Tuesday, June 2, 2009
Friday I went to the X96 Big Ass Show with Karina the Russian. I was a lot more behaved than I was last year when I was running around getting my picture taken with every rock star I laid eyes on. But, when you have VIP tickets which give you access to free beer.... it would have been a shame to let it go to waste.
A few of the bands I really enjoyed watching were The Airborne Toxic Event (seriously in love with these guys! If you don't know who they are watch THIS), Red Jumpsuit Apparatus and of course Offspring. Offspring was the headlining band and they tore it up! It was so funny to watch Karina looking at everyone else sing along to the songs. "You don't know this one?" I would scream over the crowd. Then she would look at me with her of course I don't know this one I'm from Russia bitch look. I would of course laugh and she would tell me how she was going to take me to Russia and laugh at me when I didn't know the bands who were playing.

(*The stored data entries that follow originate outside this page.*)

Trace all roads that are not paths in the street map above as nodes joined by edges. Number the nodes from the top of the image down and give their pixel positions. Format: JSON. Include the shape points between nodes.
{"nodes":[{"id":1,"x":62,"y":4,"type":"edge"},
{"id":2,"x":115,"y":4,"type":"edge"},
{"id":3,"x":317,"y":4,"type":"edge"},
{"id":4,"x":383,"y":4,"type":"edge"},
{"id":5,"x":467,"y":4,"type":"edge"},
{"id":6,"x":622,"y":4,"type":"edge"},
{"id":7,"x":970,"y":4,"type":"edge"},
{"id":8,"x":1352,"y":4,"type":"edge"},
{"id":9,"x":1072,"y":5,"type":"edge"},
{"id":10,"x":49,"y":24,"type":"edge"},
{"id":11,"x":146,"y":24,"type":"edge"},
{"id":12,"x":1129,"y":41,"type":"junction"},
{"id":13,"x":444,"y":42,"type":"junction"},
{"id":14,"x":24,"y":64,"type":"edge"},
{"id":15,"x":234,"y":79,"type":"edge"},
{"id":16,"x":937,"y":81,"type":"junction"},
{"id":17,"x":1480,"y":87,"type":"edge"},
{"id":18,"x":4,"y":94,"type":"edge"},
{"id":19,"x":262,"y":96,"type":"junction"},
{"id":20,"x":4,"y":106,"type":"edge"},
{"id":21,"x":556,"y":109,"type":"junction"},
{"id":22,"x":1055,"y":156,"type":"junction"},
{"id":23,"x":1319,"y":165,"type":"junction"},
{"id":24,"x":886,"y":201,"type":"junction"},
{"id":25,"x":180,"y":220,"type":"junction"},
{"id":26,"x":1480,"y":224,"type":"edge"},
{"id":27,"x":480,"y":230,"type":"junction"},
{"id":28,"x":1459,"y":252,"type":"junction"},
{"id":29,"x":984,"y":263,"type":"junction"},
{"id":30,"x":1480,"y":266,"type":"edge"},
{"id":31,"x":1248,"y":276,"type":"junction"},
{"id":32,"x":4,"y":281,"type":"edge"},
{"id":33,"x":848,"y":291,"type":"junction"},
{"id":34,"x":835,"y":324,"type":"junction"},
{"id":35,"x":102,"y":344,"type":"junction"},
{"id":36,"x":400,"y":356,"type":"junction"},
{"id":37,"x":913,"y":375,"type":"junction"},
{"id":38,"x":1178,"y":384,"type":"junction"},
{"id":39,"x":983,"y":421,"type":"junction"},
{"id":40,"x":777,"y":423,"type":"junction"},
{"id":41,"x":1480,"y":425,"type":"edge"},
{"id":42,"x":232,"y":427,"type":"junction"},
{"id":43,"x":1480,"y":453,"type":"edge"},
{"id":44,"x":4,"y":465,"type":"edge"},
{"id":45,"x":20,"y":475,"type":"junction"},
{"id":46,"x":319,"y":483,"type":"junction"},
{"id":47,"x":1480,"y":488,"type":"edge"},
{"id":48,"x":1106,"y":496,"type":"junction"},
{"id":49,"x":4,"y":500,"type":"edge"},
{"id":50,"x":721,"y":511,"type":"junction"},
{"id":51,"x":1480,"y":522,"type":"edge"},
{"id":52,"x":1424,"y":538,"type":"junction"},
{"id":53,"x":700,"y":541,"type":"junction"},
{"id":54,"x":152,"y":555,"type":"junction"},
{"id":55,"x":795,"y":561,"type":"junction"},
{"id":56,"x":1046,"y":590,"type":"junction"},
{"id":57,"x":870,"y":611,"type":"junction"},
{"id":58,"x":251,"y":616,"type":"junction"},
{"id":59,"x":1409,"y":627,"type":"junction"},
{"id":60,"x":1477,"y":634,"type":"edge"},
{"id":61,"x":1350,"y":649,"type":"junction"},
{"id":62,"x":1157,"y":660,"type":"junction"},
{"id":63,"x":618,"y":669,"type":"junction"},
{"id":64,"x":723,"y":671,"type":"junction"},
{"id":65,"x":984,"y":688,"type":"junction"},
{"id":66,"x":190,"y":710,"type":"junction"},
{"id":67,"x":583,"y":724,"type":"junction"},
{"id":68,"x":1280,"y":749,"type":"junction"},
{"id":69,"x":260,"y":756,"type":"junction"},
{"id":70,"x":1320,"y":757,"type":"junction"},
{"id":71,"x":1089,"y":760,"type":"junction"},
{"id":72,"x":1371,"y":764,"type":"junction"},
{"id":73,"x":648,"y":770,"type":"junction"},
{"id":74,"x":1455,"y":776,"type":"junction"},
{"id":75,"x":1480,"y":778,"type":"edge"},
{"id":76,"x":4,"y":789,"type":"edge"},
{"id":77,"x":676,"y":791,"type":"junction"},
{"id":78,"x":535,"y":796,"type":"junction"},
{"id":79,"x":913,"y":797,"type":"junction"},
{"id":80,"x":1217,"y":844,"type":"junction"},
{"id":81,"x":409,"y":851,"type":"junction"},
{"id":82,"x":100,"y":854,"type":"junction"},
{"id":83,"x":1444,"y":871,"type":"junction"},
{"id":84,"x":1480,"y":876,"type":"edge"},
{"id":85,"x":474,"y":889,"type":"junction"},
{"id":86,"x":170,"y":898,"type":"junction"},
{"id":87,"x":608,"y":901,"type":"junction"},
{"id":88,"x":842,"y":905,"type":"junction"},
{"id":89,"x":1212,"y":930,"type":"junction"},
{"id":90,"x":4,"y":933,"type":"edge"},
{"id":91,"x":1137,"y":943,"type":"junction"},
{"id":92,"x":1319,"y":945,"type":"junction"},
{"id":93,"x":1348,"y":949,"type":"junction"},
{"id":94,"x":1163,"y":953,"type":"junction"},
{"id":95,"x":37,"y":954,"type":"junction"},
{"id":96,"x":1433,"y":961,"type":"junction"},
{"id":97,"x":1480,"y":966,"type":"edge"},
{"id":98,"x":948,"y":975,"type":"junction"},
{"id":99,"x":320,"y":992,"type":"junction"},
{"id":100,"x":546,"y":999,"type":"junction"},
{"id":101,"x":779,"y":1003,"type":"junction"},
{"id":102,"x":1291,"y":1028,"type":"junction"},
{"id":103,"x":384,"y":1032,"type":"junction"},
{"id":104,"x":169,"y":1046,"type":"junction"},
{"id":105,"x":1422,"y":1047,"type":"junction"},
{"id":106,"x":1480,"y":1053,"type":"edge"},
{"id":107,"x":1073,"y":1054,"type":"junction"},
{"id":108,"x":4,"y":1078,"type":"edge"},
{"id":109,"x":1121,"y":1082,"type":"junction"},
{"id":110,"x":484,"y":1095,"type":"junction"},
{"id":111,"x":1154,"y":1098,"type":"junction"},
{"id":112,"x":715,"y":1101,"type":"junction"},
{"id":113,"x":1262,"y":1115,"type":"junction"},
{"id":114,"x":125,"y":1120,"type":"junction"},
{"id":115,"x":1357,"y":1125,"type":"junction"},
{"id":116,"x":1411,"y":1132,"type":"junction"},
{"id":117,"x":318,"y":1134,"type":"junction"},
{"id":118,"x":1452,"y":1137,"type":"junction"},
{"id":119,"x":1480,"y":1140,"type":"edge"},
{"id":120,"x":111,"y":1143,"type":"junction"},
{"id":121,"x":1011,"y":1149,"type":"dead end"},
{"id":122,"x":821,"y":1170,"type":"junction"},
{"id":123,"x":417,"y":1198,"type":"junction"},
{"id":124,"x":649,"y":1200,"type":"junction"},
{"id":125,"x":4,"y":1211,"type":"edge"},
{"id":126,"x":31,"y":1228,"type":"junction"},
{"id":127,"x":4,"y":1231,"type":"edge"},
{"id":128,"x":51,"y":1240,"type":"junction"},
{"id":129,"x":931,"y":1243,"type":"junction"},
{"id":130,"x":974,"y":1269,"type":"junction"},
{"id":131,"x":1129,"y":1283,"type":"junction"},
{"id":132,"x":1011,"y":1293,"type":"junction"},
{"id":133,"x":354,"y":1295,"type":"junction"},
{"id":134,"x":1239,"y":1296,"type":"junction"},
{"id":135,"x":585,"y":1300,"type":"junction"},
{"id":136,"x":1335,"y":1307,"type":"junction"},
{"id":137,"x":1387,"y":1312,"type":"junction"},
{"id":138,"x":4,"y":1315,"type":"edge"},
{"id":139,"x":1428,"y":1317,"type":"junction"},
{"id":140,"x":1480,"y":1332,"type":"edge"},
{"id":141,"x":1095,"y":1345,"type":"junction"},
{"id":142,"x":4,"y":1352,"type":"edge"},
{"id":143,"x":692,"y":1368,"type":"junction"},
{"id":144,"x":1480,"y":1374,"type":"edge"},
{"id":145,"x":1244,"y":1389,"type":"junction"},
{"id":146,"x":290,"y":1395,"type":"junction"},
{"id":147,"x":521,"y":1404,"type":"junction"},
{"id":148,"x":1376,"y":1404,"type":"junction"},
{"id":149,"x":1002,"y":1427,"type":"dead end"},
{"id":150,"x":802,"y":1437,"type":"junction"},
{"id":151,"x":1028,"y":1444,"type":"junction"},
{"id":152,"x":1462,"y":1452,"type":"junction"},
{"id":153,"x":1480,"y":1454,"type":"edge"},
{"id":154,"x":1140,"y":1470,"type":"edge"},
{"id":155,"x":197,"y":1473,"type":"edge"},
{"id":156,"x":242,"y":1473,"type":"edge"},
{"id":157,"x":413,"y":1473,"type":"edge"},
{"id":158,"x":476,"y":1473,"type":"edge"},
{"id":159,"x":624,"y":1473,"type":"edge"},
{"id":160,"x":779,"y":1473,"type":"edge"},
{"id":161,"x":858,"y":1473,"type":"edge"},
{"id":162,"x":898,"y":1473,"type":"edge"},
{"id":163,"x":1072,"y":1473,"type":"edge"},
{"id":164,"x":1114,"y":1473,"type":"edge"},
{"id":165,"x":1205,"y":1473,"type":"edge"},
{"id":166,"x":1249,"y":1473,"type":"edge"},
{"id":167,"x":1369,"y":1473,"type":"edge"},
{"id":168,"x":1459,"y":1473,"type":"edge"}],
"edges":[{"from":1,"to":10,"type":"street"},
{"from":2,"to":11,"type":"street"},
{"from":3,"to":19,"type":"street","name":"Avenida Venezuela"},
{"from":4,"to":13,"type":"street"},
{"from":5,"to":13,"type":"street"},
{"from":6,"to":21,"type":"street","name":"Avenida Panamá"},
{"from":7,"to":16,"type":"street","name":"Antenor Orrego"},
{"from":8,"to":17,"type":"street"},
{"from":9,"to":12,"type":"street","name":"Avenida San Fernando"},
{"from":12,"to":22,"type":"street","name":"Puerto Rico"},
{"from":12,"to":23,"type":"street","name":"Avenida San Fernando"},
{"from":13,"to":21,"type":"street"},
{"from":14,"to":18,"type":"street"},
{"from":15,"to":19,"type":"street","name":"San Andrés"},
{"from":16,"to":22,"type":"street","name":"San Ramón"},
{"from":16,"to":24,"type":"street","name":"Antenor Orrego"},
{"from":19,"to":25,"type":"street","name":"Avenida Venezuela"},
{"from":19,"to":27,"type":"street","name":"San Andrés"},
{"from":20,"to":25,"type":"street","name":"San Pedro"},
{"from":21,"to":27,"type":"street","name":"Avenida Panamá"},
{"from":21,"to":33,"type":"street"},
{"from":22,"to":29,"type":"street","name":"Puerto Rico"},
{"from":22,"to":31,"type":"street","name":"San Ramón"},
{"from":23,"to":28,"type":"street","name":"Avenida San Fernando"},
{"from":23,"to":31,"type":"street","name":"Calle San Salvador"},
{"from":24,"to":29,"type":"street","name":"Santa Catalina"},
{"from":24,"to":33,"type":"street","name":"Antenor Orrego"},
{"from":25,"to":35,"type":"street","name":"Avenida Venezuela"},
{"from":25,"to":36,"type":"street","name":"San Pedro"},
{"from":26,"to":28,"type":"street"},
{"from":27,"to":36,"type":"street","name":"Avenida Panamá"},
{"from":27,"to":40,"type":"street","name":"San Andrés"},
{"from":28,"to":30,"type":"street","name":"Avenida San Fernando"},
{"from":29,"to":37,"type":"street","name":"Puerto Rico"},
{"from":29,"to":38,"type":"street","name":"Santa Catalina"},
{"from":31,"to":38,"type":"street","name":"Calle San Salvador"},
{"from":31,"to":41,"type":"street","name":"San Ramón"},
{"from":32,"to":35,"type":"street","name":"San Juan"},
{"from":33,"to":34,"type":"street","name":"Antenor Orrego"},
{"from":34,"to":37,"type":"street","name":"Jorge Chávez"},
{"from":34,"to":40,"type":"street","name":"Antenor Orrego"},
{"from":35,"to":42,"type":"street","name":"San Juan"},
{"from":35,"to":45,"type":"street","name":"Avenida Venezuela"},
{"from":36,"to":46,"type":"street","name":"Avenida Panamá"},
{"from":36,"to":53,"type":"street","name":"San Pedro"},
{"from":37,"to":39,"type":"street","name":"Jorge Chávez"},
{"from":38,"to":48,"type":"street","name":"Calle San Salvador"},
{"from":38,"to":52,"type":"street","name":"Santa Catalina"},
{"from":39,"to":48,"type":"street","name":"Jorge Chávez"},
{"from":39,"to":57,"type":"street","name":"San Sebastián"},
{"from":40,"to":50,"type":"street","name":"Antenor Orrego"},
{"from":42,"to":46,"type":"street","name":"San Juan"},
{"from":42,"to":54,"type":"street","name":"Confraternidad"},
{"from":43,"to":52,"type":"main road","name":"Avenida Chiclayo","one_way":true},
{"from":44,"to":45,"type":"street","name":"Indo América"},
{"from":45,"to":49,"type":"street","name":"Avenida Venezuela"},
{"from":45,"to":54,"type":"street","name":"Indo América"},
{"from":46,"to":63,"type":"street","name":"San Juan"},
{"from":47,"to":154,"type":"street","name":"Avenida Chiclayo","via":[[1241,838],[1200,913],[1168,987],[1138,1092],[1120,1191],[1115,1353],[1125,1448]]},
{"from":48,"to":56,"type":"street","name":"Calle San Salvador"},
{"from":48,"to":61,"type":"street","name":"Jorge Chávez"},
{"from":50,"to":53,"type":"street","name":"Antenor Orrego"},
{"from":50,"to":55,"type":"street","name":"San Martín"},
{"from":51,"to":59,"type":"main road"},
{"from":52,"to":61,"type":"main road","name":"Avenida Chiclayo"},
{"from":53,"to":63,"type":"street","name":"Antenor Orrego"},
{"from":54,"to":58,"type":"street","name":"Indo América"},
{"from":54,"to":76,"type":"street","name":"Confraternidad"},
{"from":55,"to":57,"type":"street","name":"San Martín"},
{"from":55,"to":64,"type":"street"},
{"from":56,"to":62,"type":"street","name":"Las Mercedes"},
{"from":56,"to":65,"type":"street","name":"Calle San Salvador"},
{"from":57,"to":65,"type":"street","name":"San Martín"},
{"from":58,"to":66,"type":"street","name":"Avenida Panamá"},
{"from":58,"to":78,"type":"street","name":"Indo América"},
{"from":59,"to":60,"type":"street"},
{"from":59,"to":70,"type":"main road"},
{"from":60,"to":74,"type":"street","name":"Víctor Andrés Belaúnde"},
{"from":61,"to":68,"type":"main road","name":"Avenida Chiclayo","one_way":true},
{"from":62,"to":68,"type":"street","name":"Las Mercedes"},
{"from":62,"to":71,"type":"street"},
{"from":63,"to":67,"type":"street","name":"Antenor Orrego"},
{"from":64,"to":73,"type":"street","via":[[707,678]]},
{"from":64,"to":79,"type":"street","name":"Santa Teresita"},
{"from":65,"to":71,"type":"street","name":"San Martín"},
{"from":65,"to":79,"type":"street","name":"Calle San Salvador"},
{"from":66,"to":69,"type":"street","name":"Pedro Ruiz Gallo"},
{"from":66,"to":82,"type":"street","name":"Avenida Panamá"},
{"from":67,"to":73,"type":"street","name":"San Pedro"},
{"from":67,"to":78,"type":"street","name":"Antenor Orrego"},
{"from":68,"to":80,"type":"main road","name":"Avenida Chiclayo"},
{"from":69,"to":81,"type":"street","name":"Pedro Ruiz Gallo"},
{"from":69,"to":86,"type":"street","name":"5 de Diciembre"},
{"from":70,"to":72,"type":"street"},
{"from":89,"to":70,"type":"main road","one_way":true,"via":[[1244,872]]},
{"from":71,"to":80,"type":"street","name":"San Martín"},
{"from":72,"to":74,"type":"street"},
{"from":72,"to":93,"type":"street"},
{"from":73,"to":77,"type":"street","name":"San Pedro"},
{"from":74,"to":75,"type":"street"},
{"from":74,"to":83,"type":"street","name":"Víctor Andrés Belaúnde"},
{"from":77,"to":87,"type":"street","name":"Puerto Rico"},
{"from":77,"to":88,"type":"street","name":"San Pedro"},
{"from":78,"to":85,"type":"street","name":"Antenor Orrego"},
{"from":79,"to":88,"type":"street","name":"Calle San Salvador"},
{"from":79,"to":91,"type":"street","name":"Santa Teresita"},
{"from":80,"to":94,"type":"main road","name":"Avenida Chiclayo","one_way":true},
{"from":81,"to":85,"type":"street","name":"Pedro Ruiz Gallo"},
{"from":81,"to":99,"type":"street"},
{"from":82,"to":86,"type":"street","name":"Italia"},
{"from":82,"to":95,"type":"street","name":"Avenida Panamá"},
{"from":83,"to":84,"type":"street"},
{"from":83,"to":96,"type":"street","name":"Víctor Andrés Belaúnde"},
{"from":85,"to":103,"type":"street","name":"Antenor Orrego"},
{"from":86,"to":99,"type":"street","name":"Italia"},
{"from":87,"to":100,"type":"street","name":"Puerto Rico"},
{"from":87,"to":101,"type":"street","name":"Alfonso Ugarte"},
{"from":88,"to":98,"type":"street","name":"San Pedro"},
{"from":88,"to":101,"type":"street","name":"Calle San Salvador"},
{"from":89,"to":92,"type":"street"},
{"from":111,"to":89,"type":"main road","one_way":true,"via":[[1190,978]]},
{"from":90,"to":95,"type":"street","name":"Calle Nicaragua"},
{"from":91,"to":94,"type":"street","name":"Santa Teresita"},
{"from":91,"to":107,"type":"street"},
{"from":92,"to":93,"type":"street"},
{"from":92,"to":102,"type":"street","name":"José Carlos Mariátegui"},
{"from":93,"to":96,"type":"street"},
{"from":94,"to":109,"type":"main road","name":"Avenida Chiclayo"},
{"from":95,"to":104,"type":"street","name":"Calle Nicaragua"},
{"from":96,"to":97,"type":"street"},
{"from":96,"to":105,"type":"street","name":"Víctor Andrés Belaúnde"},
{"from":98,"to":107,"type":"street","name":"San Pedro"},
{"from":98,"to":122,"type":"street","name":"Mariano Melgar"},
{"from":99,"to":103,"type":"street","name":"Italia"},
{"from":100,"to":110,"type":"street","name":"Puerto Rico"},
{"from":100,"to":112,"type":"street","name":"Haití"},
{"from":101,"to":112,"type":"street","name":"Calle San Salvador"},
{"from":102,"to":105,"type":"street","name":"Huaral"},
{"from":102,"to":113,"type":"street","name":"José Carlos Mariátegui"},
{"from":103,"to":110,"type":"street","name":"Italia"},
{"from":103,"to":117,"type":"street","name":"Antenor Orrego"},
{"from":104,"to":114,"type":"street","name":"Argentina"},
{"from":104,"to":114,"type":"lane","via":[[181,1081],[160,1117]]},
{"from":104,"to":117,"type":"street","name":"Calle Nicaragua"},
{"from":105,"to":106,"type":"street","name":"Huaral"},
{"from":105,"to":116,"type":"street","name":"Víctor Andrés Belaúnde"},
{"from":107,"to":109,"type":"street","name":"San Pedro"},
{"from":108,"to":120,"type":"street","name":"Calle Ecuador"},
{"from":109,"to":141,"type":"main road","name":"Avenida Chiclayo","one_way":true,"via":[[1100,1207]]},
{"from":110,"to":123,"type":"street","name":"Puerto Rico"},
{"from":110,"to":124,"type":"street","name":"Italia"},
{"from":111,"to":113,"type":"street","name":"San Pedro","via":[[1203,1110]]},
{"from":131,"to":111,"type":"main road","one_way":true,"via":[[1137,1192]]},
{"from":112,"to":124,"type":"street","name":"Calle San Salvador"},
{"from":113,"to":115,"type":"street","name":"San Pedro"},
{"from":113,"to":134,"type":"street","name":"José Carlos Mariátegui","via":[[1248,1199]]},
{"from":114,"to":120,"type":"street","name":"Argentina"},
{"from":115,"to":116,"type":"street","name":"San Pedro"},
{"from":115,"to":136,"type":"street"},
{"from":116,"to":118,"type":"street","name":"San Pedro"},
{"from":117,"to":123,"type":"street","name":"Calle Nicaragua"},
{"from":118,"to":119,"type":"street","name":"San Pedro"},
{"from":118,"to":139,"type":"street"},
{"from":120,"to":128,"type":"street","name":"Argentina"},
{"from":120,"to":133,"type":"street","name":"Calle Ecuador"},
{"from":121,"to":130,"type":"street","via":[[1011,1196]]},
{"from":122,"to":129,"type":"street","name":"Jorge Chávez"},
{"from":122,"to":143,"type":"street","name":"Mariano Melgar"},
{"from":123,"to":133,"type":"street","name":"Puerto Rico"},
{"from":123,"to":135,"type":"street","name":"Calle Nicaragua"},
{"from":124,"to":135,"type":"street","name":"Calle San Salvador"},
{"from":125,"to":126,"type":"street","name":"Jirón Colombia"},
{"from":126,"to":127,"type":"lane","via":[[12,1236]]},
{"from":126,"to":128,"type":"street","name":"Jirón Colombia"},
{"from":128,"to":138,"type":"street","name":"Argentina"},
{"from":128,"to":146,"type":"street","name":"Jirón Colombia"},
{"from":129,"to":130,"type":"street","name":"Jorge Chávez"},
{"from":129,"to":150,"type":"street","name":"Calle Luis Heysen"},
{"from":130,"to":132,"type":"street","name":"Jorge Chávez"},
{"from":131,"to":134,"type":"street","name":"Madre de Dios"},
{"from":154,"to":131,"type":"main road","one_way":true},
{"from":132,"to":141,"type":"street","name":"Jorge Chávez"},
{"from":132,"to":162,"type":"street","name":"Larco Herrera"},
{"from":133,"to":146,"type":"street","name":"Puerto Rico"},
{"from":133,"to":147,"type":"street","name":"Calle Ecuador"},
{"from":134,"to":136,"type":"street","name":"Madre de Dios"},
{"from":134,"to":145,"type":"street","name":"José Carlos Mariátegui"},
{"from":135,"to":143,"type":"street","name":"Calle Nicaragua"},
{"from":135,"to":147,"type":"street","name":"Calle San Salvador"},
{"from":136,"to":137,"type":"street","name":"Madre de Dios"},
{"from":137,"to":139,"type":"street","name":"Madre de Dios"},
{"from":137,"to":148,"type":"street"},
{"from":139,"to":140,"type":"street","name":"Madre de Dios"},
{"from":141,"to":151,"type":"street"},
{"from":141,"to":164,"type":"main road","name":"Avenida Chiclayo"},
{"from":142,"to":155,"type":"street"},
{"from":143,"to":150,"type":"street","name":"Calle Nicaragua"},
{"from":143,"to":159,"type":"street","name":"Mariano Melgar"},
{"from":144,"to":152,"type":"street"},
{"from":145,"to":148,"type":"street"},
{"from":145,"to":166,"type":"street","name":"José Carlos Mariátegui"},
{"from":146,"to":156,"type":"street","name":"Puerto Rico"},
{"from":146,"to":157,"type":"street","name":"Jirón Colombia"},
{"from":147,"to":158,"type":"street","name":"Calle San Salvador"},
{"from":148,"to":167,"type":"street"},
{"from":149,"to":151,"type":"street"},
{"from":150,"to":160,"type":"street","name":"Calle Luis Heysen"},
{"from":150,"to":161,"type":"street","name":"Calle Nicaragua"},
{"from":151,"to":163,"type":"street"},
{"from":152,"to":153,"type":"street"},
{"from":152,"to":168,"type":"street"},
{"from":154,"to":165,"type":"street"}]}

The next morning Karina and I went to brunch. I had coffee and the most amazing crab Benedict served over cornbread with an avocado relish. I'm drooling thinking about it again. I kept marveling as we sat outside on the patio at how I really felt OK. All of the symptoms from last week seemed to have magically disappeared. How amazingly wonderful for me!
Saturday night I went to 2 barbecues where the food, margaritas and wine flowed freely. I felt great and had a wonderful time. Then Sunday came along. Damn you Sunday. Such a fun wrecker. I studied for over 12 hours trying to make up for all of my play time then I had a stress induced anxiety attack.
So now here I am, back where I started. Taking several over the counter meds and eating bland foods. Apparently when they talk about school being a sacrifice they are not kidding. My body is telling me I can no longer play like I used to plus handle the stress of work, school and finances. I think it sucks. I think I SHOULD be able to handle it all. But sadly, superwoman left the building a long time ago.